Look through the records below, and whenever a line contains "down", copy it.

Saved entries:
*** Block opens ***

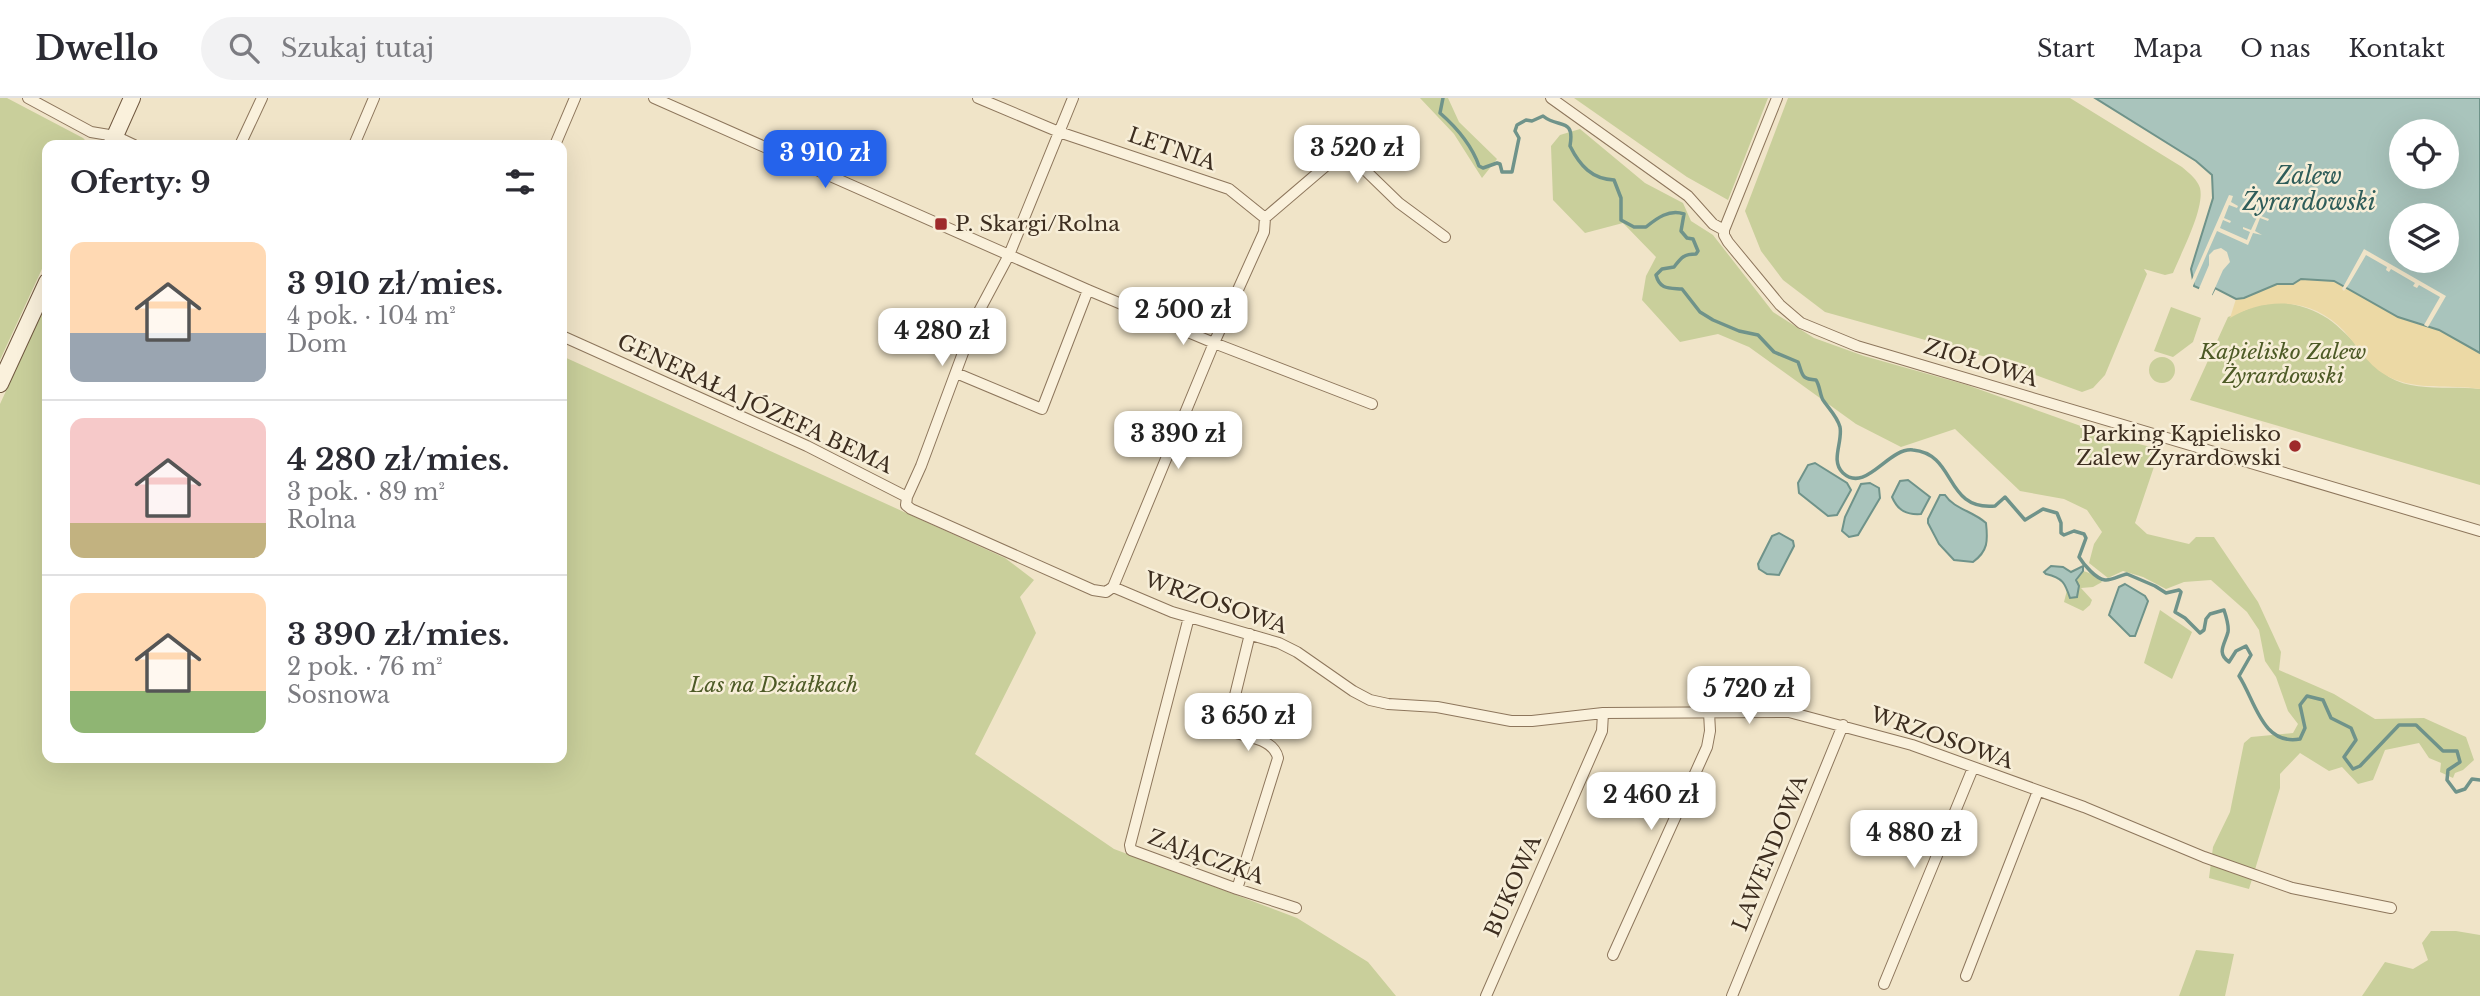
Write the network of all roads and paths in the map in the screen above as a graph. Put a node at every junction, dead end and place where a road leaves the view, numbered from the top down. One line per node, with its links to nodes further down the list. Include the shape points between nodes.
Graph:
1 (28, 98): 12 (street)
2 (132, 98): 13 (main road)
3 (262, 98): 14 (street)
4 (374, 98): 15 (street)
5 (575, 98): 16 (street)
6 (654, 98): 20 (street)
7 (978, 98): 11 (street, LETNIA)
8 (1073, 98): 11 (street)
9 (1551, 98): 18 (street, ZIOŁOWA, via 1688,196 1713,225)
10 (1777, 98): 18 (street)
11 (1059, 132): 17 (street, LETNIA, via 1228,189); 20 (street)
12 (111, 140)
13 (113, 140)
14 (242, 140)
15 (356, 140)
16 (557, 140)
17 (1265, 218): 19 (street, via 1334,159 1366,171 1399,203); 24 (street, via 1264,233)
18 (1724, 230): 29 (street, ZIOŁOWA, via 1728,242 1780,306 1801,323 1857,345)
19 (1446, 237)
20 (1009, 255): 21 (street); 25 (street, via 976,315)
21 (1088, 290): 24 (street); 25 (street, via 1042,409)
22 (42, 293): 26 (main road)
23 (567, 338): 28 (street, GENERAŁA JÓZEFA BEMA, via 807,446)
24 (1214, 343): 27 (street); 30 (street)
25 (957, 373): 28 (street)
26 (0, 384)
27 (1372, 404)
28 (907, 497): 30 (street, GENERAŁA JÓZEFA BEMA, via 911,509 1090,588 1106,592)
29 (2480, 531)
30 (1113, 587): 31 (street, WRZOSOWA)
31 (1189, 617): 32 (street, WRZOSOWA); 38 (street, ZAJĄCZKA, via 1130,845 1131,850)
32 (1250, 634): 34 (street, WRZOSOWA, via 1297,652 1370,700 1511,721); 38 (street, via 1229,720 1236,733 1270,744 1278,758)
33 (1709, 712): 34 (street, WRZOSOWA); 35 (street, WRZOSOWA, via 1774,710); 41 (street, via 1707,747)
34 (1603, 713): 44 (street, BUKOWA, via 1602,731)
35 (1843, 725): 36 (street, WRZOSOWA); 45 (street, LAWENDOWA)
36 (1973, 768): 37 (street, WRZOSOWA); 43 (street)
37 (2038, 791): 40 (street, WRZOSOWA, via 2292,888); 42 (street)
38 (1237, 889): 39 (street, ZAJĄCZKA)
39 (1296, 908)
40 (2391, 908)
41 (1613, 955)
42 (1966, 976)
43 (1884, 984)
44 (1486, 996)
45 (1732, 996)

*** Block closes ***
*** Block opens ***

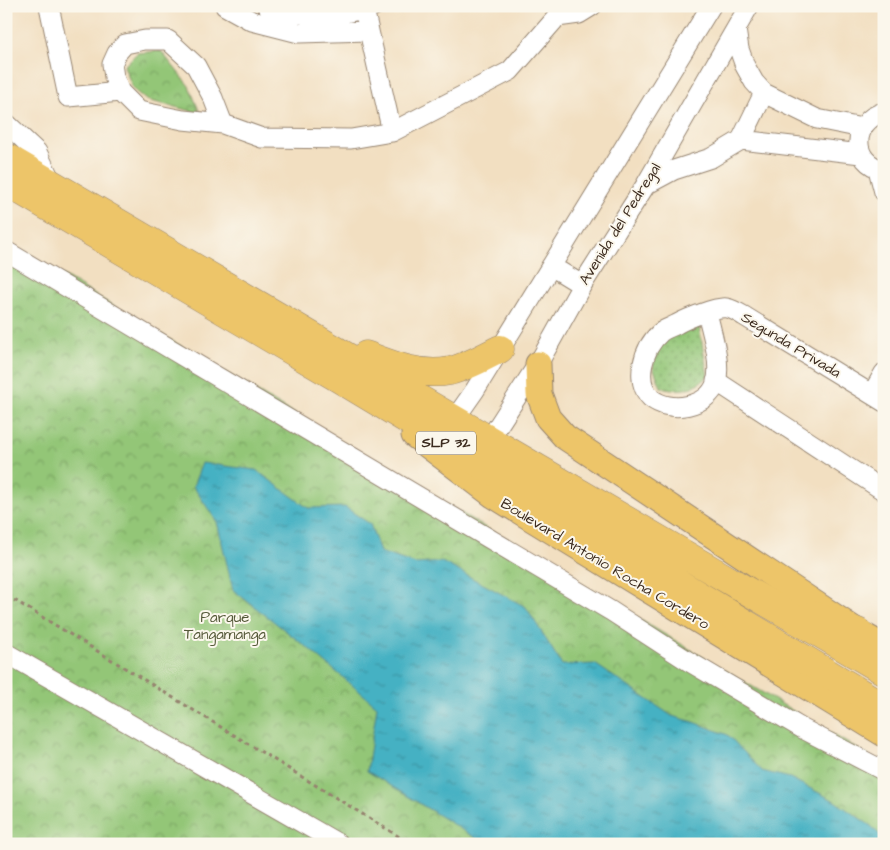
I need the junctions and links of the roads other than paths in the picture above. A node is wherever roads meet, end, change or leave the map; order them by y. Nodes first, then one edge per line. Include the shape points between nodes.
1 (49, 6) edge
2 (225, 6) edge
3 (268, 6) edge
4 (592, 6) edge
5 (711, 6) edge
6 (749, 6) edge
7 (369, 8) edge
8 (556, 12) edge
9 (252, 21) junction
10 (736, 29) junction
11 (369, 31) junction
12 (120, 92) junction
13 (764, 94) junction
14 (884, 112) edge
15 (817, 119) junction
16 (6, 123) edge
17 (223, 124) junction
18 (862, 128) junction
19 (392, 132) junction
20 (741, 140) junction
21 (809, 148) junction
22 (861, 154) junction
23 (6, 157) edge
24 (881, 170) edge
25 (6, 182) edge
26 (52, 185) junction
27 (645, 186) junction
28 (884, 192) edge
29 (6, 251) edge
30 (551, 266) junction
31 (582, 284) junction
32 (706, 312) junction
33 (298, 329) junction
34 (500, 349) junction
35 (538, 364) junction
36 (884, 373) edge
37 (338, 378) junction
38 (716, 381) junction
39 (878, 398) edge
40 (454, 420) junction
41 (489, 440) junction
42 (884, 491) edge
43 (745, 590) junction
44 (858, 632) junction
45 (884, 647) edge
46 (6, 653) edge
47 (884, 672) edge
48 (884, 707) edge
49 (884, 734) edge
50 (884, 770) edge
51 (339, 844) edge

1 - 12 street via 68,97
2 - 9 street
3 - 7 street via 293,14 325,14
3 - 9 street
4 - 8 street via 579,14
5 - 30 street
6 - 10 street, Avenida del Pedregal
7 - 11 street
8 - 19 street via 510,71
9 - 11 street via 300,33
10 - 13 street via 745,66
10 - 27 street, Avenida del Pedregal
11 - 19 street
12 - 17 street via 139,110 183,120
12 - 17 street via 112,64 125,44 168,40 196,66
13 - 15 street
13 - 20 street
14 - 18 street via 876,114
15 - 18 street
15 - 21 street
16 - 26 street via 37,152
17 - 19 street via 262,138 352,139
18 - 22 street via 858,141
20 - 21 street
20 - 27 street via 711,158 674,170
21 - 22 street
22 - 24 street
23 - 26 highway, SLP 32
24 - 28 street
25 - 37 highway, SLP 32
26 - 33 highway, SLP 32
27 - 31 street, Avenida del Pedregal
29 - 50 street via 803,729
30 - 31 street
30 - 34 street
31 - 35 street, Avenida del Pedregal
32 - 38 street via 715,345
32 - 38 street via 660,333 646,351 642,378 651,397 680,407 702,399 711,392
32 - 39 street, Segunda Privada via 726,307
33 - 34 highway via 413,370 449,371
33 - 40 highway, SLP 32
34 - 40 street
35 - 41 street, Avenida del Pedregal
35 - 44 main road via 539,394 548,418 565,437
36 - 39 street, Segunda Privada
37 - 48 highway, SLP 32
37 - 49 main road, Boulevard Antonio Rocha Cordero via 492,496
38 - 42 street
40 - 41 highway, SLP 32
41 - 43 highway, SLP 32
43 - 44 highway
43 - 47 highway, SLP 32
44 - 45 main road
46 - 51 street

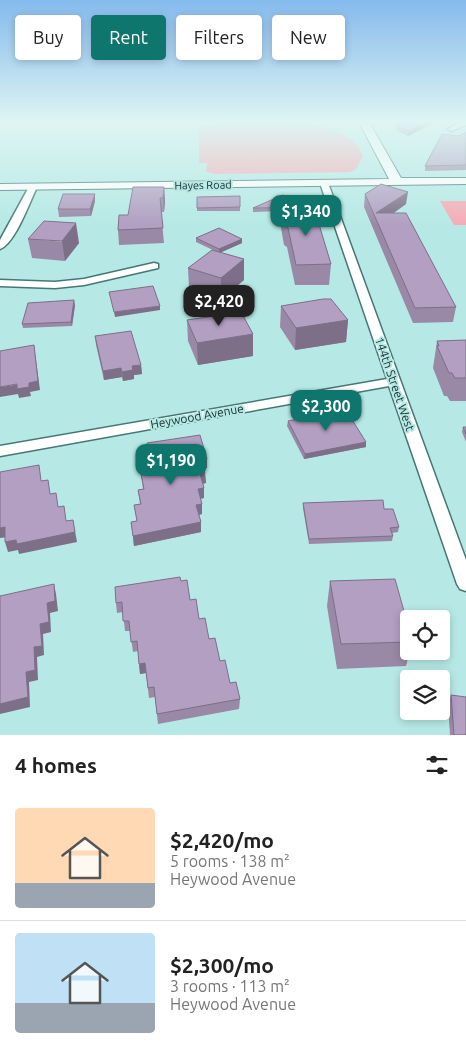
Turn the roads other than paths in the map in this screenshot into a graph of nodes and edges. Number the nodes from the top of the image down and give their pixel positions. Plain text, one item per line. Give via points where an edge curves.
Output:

*** Block closes ***

▶ Solution to this exercise:
Write the network of all roads and paths in the map in the screen above as a graph. Put a node at every junction, dead end and place where a road leaves the view, numbered from the top down. One line per node, with its links to nodes further down the list. Include the shape points between nodes.
Turn the roads other than paths in the map in this screenshot into a graph of nodes and edges. Number the nodes from the top of the image down and give their pixel positions. Plain text, one item per line. Give via points where an edge curves.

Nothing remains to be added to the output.